RTÉ’s Easter Rising drama didn’t quite live up to its early promise.

Image: RTÉ/Player

THE FINAL EPISODE of Rebellion featured a lesbian kiss, a cold-blooded assassination and James Connolly’s brutal execution, yet it still fell a little flat.

The five-part series kind of flagged over its latter half and it seemed to spend much of last night teeing up a potential follow-up series. Much to the displeasure, one would imagine, of those who spent countless Twitter characters laying into RTÉ’s €6 million drama.

But that’s what the series was, a drama.

Arguments over historical inaccuracies became a Sunday night ritual over the last five weeks but the programme was never supposed to be a bullet-by-bullet account of Easter Week.

So if you’re to critique the show on anything, at least judge primarily on how it resolved the various plots last night, or indeed how it didn’t.

Plots that were too plentiful, too peripheral and in the end too stodgy to really make us care.

Take May’s predicament as she carried the unborn child of her haughty boss while also facing arrest for treason.
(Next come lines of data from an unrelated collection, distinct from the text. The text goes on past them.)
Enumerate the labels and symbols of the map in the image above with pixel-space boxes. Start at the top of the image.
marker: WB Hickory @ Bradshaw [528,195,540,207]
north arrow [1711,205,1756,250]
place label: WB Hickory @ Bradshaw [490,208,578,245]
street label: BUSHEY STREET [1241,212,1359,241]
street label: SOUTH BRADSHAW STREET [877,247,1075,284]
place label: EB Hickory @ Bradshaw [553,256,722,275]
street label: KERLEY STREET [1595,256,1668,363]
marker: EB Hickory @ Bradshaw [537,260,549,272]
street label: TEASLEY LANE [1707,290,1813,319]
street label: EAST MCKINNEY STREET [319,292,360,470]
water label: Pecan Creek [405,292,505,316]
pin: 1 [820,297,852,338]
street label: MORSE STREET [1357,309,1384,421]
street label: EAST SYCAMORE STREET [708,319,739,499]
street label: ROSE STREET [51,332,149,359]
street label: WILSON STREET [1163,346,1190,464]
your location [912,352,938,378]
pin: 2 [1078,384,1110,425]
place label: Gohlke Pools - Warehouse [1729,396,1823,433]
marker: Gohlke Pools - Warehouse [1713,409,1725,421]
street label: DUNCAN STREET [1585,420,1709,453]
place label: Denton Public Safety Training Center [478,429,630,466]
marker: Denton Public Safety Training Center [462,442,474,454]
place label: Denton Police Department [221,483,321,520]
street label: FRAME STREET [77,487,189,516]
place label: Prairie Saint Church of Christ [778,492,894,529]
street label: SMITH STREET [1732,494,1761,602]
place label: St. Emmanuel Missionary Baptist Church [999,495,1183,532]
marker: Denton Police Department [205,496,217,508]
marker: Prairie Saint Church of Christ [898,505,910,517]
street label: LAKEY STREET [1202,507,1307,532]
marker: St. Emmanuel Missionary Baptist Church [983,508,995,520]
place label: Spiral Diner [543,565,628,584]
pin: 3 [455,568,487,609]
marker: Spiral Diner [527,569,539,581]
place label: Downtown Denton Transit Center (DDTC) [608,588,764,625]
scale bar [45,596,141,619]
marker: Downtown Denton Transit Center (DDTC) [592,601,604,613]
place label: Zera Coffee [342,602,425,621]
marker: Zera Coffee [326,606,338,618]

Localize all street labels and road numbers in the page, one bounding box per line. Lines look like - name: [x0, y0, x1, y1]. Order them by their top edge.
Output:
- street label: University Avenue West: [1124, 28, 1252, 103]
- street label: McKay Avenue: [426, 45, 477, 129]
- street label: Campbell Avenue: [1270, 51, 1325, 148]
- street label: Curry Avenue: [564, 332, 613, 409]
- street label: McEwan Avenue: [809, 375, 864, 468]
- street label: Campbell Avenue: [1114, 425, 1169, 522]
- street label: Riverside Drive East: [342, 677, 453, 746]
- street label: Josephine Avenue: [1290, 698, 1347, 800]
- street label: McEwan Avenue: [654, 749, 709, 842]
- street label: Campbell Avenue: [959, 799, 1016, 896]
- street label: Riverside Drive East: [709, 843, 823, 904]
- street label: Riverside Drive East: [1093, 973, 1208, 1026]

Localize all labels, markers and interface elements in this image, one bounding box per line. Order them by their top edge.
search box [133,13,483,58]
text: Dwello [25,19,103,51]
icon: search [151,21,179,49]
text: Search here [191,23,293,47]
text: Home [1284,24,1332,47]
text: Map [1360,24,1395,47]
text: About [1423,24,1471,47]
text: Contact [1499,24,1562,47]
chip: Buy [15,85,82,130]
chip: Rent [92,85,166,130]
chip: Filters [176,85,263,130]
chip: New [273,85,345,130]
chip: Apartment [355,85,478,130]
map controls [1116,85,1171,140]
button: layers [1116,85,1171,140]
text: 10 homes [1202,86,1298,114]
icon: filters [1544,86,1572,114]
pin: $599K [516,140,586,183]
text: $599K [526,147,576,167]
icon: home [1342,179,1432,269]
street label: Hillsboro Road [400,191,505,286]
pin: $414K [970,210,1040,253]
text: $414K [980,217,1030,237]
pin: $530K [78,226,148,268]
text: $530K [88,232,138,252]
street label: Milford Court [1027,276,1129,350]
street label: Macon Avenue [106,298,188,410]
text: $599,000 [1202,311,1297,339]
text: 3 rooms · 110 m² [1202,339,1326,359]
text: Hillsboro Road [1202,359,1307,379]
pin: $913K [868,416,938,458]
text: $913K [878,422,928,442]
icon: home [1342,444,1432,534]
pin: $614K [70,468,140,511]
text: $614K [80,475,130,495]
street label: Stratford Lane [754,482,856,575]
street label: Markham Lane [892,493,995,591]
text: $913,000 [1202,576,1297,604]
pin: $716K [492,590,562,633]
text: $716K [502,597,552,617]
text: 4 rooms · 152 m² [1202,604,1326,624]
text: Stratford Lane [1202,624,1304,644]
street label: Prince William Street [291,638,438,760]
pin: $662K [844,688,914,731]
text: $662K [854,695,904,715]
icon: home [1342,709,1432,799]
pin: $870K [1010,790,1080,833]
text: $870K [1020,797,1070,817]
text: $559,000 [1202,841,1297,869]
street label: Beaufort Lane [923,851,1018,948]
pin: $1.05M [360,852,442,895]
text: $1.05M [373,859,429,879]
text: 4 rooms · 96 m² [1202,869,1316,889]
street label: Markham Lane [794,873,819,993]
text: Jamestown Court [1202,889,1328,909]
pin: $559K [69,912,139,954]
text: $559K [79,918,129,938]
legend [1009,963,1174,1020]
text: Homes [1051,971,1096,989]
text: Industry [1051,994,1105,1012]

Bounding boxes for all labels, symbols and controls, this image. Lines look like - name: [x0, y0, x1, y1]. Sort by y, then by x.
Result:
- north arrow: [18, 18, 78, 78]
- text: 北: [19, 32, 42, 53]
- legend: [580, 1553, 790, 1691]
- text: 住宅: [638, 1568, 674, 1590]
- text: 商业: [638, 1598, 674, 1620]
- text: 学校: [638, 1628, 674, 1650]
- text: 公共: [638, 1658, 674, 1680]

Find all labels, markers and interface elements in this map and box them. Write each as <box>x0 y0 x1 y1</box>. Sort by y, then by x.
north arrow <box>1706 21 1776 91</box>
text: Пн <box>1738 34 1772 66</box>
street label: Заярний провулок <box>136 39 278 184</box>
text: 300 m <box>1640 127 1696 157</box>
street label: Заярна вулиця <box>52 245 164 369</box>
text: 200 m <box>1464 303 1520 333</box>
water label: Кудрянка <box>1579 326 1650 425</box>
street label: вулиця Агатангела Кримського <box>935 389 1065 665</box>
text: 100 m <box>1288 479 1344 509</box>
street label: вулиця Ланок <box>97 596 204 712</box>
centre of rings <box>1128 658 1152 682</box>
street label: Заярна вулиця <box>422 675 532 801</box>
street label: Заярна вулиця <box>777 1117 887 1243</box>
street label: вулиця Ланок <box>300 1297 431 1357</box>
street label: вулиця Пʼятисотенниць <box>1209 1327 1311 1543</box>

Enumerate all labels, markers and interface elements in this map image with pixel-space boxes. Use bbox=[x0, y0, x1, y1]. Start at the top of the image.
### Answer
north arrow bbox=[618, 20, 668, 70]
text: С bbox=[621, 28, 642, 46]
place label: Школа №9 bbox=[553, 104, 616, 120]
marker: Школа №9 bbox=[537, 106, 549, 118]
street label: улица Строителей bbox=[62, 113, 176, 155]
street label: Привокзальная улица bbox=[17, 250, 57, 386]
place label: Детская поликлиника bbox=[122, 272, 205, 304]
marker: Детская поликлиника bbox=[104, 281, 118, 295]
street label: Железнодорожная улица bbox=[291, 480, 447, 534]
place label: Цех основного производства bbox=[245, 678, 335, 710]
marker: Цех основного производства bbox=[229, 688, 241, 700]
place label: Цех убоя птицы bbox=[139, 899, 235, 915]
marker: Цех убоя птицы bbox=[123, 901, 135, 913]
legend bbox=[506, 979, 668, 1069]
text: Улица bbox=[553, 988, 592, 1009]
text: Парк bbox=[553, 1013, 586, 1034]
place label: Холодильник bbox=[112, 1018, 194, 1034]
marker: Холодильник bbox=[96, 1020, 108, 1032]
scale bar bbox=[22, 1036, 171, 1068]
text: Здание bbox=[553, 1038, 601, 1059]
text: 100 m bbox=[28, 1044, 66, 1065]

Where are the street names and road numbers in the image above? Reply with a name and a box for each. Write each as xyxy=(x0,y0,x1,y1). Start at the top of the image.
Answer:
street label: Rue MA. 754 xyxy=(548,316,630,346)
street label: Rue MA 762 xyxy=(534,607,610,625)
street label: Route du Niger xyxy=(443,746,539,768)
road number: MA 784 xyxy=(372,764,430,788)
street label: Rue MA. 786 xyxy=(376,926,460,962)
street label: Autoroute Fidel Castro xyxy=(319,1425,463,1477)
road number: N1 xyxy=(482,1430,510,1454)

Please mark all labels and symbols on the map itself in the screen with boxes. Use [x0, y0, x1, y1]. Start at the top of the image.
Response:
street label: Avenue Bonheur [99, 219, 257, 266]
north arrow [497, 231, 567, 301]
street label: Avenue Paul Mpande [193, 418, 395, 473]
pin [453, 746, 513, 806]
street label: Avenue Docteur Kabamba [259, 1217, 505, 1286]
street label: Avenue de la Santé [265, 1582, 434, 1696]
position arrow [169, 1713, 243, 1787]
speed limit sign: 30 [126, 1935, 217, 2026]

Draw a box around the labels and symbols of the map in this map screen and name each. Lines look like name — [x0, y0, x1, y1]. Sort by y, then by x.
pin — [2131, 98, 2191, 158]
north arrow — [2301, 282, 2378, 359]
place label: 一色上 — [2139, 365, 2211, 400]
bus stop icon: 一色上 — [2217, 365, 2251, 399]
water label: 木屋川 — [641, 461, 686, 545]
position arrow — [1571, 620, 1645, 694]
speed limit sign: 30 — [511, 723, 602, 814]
Given the choice of being saved from the law by giving him her baby or facing the consequences, we end up not really knowing what happens.

It seems like she goes along with his plan but Sarah Greene also gives us the sense that her character is only buying time. It was a major plot point that took away from the action itself, something that wouldn’t have been so bad if it was worth it. In the end, it wasn’t.

It actually didn’t even matter anyway because Frances takes it upon herself to help May by shooting dead the only Dublin detective who seems out to get her.

So after all that we’re left not really knowing if the problem is resolved. And if it is, who resolved it.

Stereotyping?

Speaking of Frances, she tells us that she’s now tasted freedom and can’t go back. Freedom which for her appears to be a taste for shooting men and kissing women. Not exactly the archetypal feminist stereotype but not far off.

Back inside the walls of Kilmainham, the late-breaking unnecessary plot features Michael Collins and Éamon De Valera.

Rebellion’s main hero Jimmy Mahon is shown getting the warmest of hugs from Collins while he and the Dev argue over the latter’s supposed cowardice during the Rising.

This is of course after the Dev character is shown throwing up in the prison yard prior to an execution that he never really faced. It wasn’t the worst piece of poetic licence Rebellion has taken but it was probably the most unnecessary.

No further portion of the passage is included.